Records drawn from a dataset:
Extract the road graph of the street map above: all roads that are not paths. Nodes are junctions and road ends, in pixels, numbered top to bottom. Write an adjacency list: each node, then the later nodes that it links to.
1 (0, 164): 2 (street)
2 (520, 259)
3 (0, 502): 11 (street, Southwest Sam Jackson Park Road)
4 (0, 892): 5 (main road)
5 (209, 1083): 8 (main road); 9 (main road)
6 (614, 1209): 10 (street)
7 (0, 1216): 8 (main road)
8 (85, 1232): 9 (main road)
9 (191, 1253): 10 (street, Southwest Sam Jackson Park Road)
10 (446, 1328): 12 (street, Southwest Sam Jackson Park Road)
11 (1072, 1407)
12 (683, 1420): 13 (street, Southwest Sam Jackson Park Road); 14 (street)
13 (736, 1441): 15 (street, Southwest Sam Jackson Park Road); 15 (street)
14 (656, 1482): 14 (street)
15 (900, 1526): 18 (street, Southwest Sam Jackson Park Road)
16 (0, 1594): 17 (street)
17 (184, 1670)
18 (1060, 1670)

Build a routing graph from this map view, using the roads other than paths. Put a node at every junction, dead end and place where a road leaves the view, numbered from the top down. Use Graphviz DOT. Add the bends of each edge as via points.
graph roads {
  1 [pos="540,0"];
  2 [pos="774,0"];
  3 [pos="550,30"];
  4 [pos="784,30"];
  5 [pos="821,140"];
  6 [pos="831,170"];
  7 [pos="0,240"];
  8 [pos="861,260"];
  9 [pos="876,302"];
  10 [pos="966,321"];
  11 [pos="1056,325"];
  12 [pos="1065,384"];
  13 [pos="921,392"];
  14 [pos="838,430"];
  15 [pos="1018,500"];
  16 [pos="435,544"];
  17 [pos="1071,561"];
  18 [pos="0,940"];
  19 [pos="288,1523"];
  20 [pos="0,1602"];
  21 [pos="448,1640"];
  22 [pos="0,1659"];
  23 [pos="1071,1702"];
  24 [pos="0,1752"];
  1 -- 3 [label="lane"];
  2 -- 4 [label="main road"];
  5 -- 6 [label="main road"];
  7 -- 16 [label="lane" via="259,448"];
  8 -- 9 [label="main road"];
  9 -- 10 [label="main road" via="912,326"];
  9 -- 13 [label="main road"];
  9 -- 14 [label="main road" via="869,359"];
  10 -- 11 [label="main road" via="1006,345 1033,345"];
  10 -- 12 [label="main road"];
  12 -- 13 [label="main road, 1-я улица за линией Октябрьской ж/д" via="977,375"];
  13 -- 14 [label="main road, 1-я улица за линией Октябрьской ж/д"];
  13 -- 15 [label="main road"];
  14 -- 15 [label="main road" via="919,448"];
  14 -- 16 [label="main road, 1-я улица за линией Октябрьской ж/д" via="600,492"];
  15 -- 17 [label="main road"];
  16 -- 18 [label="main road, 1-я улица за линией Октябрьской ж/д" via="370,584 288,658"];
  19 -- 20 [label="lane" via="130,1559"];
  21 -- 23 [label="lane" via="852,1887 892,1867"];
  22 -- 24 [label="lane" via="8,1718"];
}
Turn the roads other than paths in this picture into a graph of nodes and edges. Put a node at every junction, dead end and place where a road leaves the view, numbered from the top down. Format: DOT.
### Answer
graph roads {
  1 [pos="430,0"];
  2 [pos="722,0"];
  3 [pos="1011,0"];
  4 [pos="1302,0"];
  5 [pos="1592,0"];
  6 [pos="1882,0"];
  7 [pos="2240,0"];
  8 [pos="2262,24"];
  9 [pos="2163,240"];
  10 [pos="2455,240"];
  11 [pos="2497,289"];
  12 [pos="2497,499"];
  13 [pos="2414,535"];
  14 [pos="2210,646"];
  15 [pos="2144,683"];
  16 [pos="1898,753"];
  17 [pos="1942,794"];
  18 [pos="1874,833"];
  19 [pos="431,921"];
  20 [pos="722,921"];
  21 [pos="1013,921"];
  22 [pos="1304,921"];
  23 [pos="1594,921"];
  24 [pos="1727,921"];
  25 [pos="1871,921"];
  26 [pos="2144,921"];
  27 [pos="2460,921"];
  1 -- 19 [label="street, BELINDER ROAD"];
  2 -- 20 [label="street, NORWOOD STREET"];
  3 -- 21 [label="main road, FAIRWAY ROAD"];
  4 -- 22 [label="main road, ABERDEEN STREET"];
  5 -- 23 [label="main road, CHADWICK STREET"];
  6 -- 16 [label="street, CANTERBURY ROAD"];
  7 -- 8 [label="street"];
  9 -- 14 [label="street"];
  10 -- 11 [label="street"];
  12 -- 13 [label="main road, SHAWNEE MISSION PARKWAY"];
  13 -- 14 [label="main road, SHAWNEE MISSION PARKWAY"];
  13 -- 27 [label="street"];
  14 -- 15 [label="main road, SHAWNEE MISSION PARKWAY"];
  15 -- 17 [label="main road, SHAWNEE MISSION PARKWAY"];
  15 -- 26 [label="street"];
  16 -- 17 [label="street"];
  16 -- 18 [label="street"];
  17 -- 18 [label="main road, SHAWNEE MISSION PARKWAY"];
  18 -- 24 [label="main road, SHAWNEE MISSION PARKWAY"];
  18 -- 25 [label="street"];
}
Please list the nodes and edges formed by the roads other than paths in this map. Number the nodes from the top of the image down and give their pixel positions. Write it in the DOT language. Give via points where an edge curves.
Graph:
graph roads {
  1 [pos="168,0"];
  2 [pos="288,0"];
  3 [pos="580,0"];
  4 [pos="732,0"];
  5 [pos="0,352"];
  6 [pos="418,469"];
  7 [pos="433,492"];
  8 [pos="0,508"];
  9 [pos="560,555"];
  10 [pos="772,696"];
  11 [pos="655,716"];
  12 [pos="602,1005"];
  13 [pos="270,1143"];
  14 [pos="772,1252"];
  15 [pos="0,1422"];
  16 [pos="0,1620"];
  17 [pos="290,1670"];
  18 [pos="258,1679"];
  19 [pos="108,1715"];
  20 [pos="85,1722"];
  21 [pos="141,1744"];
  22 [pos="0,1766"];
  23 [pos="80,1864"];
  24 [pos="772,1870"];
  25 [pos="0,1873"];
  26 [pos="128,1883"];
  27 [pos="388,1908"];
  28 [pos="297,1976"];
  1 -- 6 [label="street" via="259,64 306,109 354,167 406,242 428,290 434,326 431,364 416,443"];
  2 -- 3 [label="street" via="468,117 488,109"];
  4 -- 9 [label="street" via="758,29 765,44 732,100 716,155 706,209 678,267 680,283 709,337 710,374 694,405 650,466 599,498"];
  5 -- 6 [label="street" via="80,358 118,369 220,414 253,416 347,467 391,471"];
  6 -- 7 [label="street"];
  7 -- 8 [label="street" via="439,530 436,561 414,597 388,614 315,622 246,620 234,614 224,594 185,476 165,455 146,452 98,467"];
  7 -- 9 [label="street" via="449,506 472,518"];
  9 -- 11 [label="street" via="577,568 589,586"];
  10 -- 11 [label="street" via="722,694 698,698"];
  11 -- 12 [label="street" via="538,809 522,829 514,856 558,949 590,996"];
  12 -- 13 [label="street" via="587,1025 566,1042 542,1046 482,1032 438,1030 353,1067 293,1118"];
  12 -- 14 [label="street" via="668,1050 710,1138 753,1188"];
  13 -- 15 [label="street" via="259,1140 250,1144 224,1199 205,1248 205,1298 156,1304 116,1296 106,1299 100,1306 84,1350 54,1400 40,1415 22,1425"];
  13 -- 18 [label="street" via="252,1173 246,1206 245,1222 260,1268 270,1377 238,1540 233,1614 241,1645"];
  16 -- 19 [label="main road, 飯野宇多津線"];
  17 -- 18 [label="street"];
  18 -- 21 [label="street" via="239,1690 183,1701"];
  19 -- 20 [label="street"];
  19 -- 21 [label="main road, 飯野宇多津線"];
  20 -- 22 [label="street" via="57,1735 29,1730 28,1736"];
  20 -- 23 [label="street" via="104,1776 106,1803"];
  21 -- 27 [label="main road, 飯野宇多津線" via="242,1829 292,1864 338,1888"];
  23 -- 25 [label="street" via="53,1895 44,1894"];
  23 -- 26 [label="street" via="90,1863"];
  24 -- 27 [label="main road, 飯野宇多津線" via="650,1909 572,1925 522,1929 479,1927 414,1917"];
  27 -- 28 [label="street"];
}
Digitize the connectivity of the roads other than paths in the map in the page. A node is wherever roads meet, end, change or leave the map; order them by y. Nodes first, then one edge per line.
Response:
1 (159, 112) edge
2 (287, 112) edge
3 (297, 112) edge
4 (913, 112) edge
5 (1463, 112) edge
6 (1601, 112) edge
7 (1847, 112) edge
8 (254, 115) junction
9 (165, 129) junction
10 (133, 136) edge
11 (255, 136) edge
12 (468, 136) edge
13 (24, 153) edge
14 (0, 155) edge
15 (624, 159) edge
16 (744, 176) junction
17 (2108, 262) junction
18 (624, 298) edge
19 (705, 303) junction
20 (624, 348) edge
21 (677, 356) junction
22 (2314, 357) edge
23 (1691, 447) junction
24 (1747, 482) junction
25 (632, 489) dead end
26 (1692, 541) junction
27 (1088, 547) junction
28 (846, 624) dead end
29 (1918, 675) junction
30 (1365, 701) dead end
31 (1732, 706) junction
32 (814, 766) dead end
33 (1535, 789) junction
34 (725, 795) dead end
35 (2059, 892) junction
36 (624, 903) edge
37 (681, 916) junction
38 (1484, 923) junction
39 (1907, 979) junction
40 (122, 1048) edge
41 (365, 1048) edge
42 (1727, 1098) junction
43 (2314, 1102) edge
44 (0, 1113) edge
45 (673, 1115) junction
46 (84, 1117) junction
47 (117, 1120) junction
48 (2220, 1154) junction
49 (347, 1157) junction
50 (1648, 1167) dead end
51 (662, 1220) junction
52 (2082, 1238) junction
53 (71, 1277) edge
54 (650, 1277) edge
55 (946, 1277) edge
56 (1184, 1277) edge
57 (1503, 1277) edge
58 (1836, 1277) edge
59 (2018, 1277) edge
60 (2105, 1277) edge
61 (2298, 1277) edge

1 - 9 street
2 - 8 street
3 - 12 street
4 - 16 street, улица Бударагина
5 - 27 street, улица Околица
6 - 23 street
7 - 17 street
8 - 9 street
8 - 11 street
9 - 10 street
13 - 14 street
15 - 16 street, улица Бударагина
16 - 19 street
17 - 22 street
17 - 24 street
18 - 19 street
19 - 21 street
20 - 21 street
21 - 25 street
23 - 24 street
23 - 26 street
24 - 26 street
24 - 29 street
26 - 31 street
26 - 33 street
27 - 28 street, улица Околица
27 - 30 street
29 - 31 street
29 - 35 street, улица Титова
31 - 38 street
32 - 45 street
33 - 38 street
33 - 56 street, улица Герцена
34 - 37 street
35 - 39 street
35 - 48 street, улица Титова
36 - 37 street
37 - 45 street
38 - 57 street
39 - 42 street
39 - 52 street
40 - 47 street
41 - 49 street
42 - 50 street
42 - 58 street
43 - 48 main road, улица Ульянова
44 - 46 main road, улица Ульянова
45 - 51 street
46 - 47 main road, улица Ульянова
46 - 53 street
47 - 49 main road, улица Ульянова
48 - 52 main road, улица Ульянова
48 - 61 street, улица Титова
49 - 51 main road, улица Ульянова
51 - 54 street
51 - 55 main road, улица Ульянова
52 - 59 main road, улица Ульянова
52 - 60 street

* [THE TASK] Across the records above, count each line that holds the word "SHAWNEE" and give only the resulting number.

* [SOLUTION BELOW] 6